The deep configurations

Of Life and Love.

 

[The names mentioned are cartoon characters in a joint fantasy that Adelle and I maintained for years. We drew pictures for each other and gave the characters voices. She was Dell Dell — a name her father gave to her when she was a child. I, “J.W. Foley,” was Jack Wack. The DDD Monster and the EEE Monster, etc., all figured into this fantasy, which took place in a country named for the queen and king: Dellwackia. We had a ritual for turning out the bedroom lights at night.
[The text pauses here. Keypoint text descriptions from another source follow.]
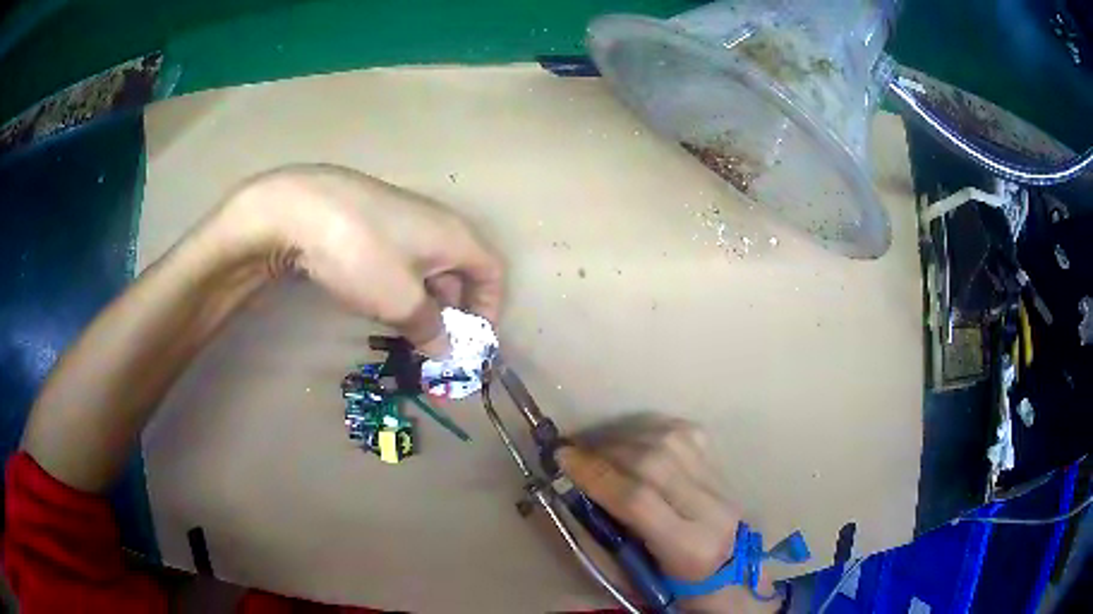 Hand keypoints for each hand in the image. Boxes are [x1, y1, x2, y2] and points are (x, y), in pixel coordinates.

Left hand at [222, 164, 503, 355]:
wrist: (301, 208)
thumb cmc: (363, 254)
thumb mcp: (401, 301)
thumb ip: (429, 328)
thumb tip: (445, 349)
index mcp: (455, 236)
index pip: (493, 272)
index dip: (490, 309)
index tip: (471, 342)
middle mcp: (435, 222)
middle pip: (460, 270)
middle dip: (452, 312)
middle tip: (434, 346)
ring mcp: (401, 218)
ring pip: (426, 266)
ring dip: (423, 302)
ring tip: (404, 331)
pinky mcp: (371, 220)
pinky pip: (399, 257)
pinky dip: (399, 284)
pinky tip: (376, 300)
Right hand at [557, 416, 778, 612]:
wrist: (722, 570)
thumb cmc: (667, 581)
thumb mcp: (628, 572)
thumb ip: (602, 532)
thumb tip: (571, 490)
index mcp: (686, 548)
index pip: (638, 500)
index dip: (596, 474)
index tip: (563, 457)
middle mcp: (710, 510)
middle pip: (655, 463)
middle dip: (607, 451)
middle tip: (576, 450)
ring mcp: (720, 484)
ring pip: (671, 440)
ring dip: (626, 436)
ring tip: (599, 445)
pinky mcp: (721, 466)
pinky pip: (684, 432)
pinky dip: (651, 429)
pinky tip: (632, 438) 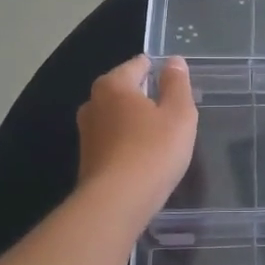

The Dellwackians didn’t understand electricity, but they would all gather and in their various voices “blow out the candle.” After the lights were out, I would say, “’Night, Dell.” She would answer, “’Night, Wack.” The lights are still on in our bedroom.]

 

*

 

YAHRZEIT (June 27, 2017)

for Adelle 

 

It is

What the Jews call Yahrzeit,

A year since your death. 

The word stings.

If you retain any consciousness of the world

You know 

That I have found a new love. 

She has been 

A wonder and a comfort

In my grief for you. 

I think you would have liked her

(And mothered her!).

Going through your dresser drawer

As we attempt to find room for her things,

She found

A fancy, almost comically sexy garter. 

I had forgotten it

But recognized it immediately. 

You wore it only once,

On the night of December 21, 1961,

Our wedding night;

You kept it, as you kept many other things, for all these years. 

How we formed each other. 

How we treasured each other’s hearts. 

If the stories are true,

You may be in bliss

While I find my way through this quivering wall of sorrow and tears.

And love.

My first love, my dear first love,

It has been a year

(Has it been a year?),

Yahrzeit.

 

Your ashes 

Remain     in the vanishing morning light.